Only the pictures are to be omitted; every entry beneath should otherwise be duplicated exactly.

· · · · ·

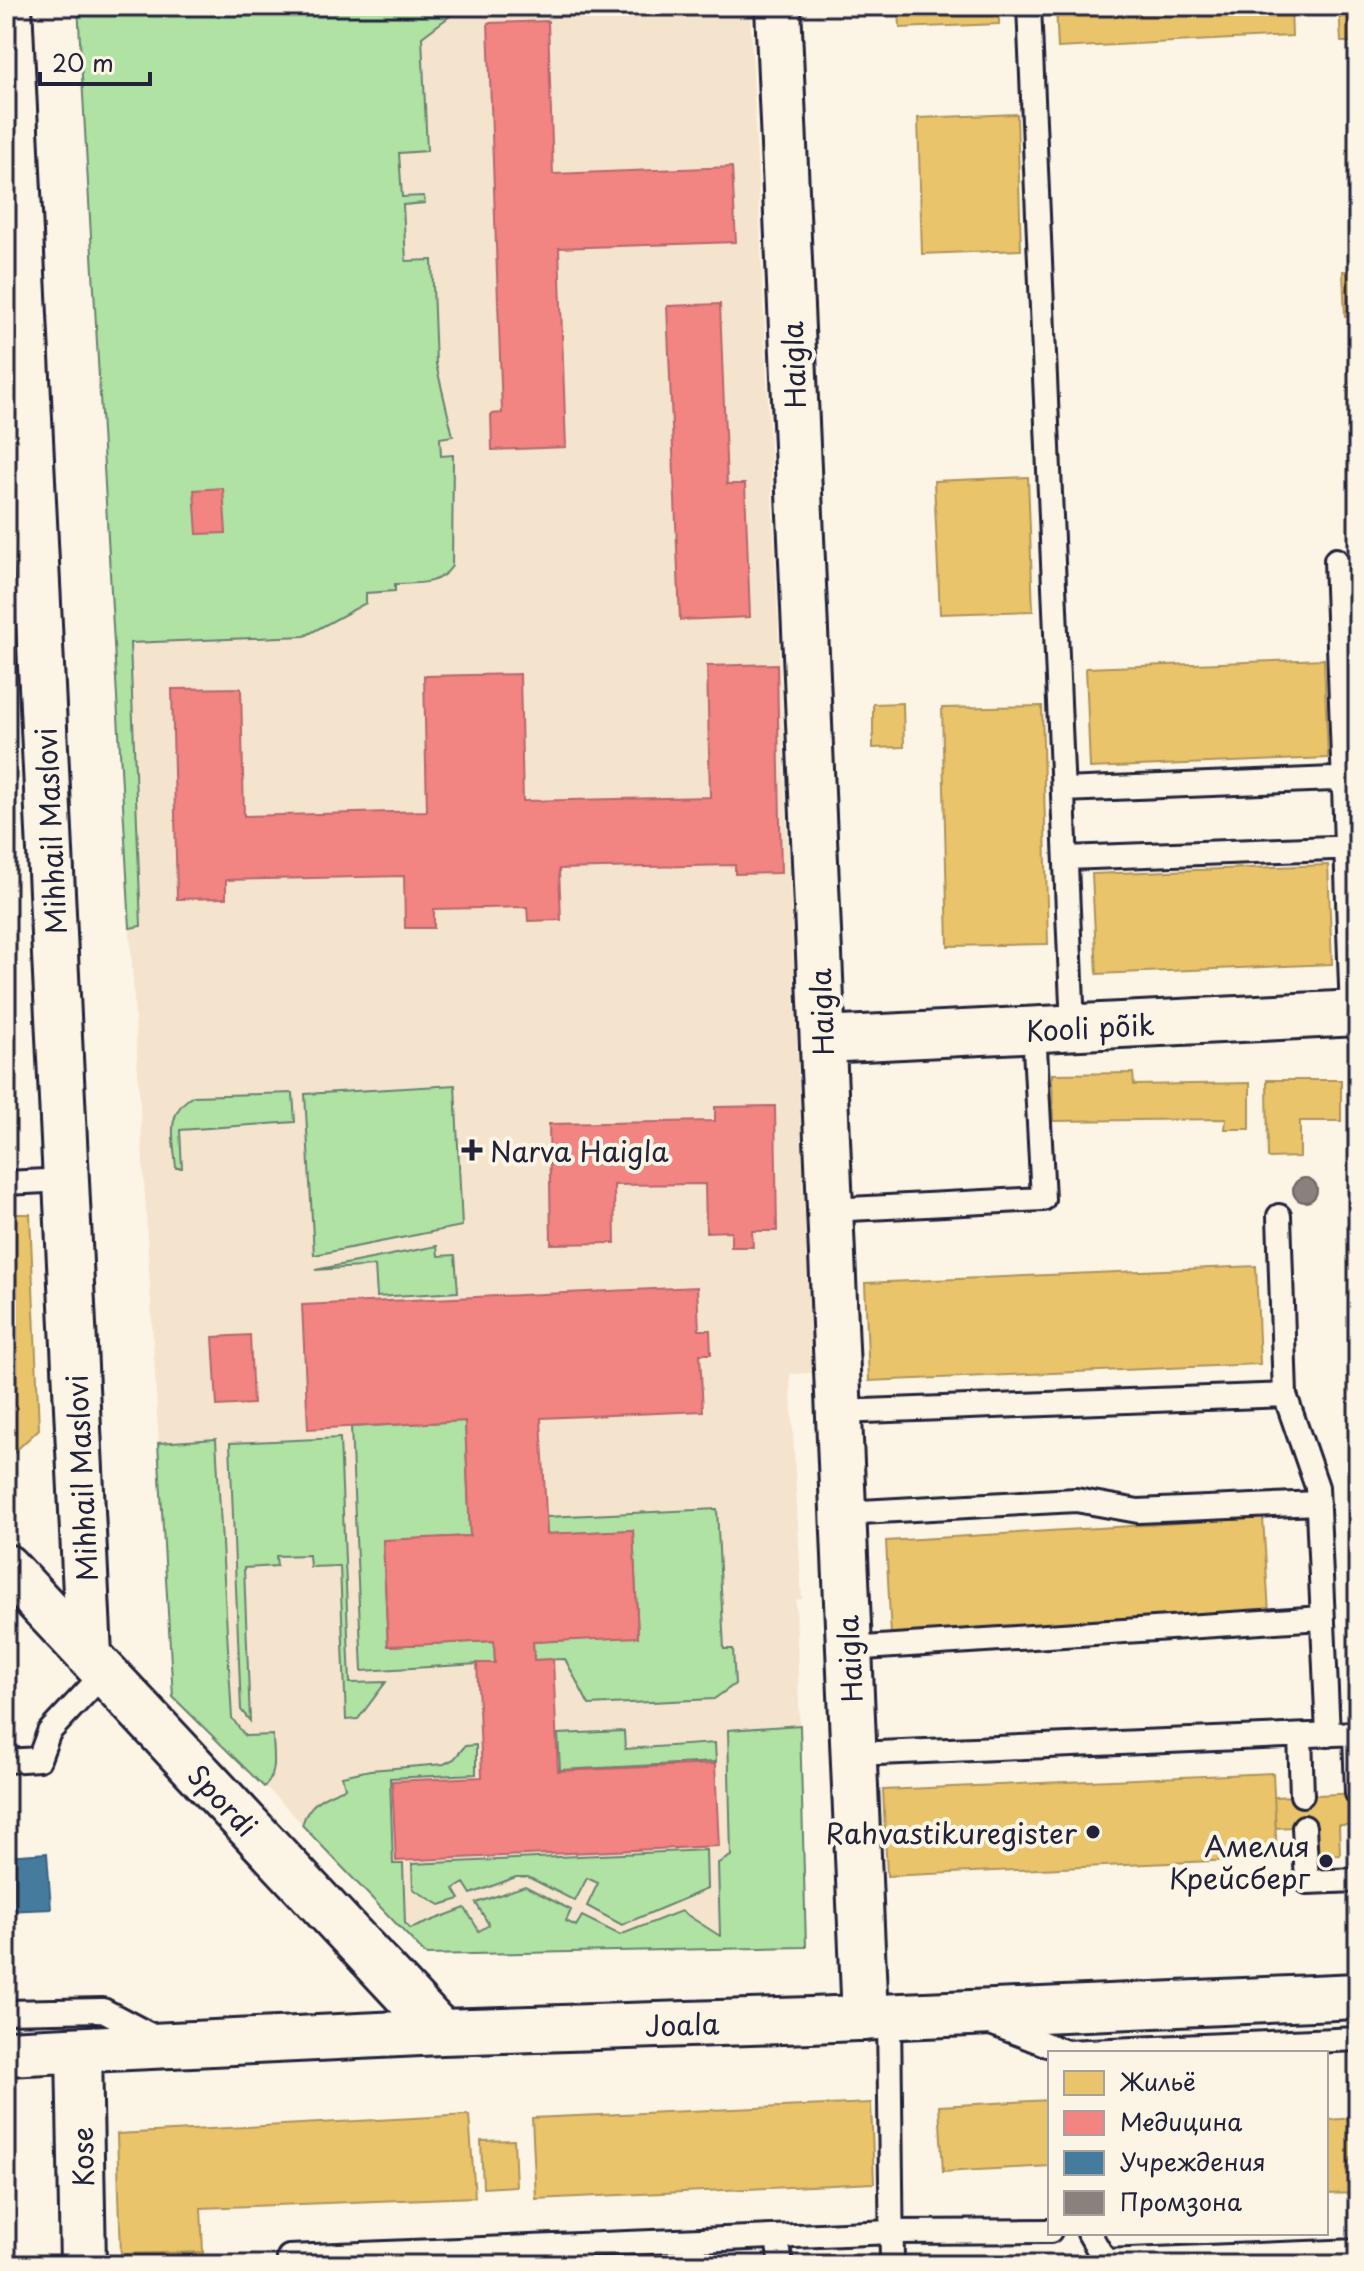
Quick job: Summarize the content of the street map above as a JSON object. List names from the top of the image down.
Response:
{
  "streets": {
    "street": [
      "Haigla",
      "Mihhail Maslovi",
      "Kooli põik",
      "Spordi",
      "Joala",
      "Kose"
    ]
  },
  "crossings": [
    ["Haigla", "Kooli põik"],
    ["Haigla", "Joala"],
    ["Mihhail Maslovi", "Spordi"],
    ["Spordi", "Joala"],
    ["Joala", "Kose"]
  ],
  "places": {
    "health": ["Narva Haigla"],
    "other": ["Rahvastikuregister", "Амелия Крейсберг"]
  },
  "legend": [
    "Жильё",
    "Медицина",
    "Учреждения",
    "Промзона"
  ],
  "scale_bar": "20 m"
}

· · · · ·

EXERCISE RESULT ->
Quick job: Summarize the content of the street map above as a JSON object. List names from the top of the image down.
Response:
{
  "streets": {
    "street": [
      "Haigla",
      "Mihhail Maslovi",
      "Kooli põik",
      "Spordi",
      "Joala",
      "Kose"
    ]
  },
  "crossings": [
    ["Haigla", "Kooli põik"],
    ["Haigla", "Joala"],
    ["Mihhail Maslovi", "Spordi"],
    ["Spordi", "Joala"],
    ["Joala", "Kose"]
  ],
  "places": {
    "health": ["Narva Haigla"],
    "other": ["Rahvastikuregister", "Амелия Крейсберг"]
  },
  "legend": [
    "Жильё",
    "Медицина",
    "Учреждения",
    "Промзона"
  ],
  "scale_bar": "20 m"
}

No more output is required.